В самом конце сада мага, скрытая от глаз изгородью из колючего кустарника, стояла громадная глыба гранита, обтесанная с одной стороны, как плита, и на этой поверхности высечены были две змеи, из которых одна стояла на хвосте, а другая на голове. Над ними была краткая иероглифическая надпись.
Эриксо с детства знала о существовании этого камня, но только дня за два до свадьбы Нуиты открыла, что эта глыба закрывает вход в подземелье, где находилась опочивальня Аменхотепа.
В вышеупомянутый день к магу пришел незнакомец, которого он принял с особенным почтением; они долго говорили на каком–то непонятном ей языке, потом спустились в подземелье и больше не появлялись.

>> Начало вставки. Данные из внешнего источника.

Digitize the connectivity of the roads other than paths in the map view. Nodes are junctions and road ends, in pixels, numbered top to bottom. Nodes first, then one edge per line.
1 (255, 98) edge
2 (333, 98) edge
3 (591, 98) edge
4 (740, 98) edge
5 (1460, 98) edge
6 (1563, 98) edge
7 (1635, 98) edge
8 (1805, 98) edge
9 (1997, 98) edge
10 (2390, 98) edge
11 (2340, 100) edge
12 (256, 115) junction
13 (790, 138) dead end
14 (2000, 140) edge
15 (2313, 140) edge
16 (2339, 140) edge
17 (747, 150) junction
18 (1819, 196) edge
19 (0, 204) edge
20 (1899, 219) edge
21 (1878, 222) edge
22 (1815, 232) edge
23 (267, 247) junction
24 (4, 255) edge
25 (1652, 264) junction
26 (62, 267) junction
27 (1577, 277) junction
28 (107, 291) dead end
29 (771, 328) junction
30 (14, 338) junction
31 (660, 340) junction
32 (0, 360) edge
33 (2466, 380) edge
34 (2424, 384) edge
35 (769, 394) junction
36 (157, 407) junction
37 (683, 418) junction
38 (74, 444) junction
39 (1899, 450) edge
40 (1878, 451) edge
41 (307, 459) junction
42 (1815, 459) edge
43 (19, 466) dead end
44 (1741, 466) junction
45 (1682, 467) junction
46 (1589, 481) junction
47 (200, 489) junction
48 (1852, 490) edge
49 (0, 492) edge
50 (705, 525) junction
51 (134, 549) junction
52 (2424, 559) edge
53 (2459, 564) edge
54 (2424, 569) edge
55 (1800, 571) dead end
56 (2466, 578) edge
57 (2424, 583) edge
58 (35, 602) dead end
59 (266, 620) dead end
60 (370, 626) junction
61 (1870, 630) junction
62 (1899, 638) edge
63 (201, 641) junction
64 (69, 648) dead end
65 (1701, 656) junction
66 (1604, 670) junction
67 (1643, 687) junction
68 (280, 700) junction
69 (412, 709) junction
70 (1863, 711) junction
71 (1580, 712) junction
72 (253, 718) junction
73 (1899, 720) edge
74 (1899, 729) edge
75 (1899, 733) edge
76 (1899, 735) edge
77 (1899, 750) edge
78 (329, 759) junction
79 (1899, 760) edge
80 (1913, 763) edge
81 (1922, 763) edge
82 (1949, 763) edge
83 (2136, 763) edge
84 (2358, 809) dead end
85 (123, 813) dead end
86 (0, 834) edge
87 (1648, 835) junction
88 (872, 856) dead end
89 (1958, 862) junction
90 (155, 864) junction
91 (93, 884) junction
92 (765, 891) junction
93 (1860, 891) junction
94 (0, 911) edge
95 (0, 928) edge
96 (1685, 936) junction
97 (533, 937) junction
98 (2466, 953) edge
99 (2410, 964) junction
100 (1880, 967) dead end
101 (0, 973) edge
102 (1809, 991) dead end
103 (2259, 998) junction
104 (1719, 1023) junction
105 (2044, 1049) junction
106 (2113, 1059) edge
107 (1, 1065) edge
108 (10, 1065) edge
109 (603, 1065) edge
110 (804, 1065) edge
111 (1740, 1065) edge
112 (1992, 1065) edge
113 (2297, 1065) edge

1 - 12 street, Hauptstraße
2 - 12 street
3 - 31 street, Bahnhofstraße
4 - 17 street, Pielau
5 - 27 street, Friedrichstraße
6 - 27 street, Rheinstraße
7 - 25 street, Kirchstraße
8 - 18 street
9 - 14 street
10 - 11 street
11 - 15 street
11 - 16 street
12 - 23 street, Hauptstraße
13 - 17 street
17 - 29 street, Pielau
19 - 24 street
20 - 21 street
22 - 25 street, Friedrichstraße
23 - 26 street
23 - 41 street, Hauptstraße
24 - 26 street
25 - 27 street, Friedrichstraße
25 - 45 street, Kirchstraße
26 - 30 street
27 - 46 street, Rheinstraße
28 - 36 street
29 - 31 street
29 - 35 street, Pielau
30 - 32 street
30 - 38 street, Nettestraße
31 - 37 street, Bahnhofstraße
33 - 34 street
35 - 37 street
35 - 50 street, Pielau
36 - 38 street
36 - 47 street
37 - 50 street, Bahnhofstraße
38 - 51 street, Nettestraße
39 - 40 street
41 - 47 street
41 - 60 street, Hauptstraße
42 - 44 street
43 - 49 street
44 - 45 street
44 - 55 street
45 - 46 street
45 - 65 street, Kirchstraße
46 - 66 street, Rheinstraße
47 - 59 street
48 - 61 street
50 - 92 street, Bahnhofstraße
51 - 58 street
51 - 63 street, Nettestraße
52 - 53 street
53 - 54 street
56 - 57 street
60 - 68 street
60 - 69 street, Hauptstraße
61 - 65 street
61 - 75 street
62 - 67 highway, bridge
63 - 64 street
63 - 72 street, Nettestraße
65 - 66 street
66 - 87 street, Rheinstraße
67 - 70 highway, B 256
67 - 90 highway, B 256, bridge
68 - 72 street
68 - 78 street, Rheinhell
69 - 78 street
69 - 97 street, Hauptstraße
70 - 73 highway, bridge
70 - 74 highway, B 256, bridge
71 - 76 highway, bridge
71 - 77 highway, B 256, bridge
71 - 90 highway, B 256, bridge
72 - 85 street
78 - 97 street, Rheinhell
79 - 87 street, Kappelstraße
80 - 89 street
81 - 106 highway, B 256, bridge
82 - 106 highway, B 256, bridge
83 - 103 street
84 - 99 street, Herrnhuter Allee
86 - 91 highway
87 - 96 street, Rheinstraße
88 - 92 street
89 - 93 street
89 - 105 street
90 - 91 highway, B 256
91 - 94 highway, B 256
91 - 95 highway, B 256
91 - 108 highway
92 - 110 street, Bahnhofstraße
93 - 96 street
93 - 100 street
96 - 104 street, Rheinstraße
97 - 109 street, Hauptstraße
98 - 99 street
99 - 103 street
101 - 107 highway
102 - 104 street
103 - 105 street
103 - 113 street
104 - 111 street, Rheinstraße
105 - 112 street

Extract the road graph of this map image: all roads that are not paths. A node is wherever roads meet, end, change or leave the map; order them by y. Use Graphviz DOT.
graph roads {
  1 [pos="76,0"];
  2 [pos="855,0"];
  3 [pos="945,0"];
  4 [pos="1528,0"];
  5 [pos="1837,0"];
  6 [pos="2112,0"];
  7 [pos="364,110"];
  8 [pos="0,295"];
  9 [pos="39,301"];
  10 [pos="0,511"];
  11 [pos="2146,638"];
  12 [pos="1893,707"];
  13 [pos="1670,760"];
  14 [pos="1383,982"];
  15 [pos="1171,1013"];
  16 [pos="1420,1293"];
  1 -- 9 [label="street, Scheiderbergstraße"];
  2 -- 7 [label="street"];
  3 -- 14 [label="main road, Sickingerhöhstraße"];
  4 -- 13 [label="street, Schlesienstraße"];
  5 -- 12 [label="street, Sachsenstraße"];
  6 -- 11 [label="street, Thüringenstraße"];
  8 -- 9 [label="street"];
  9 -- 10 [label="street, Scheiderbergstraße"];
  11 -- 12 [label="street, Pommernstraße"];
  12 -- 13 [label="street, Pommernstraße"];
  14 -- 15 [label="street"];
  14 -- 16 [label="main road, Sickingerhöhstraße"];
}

Так как Аменхотеп не появился и на следующий лень, то Эриксо, сгорая от любопытства, всюду стала подсматривать. После обеда она с большим удивлением увидела Аменхотепа в саду, он имел очень озабоченный вид. Вместо того, чтобы войти в главную дверь дома, маг направился в противоположную сторону сада.
Эриксо последовала за ним, как тень, прячась за кустами. К крайнему своему удивлению, она увидела, что Аменхотеп остановился перед гранитной массой, нажал глаз стоящей на хвосте змеи и исчез за маленькой дверью, открывшейся в камне.
Это открытие до такой степени заинтересовало Эриксо и возбудило в ней такое любопытство, что, позабыв всякий страх, она решила узнать, куда вела эта дверь.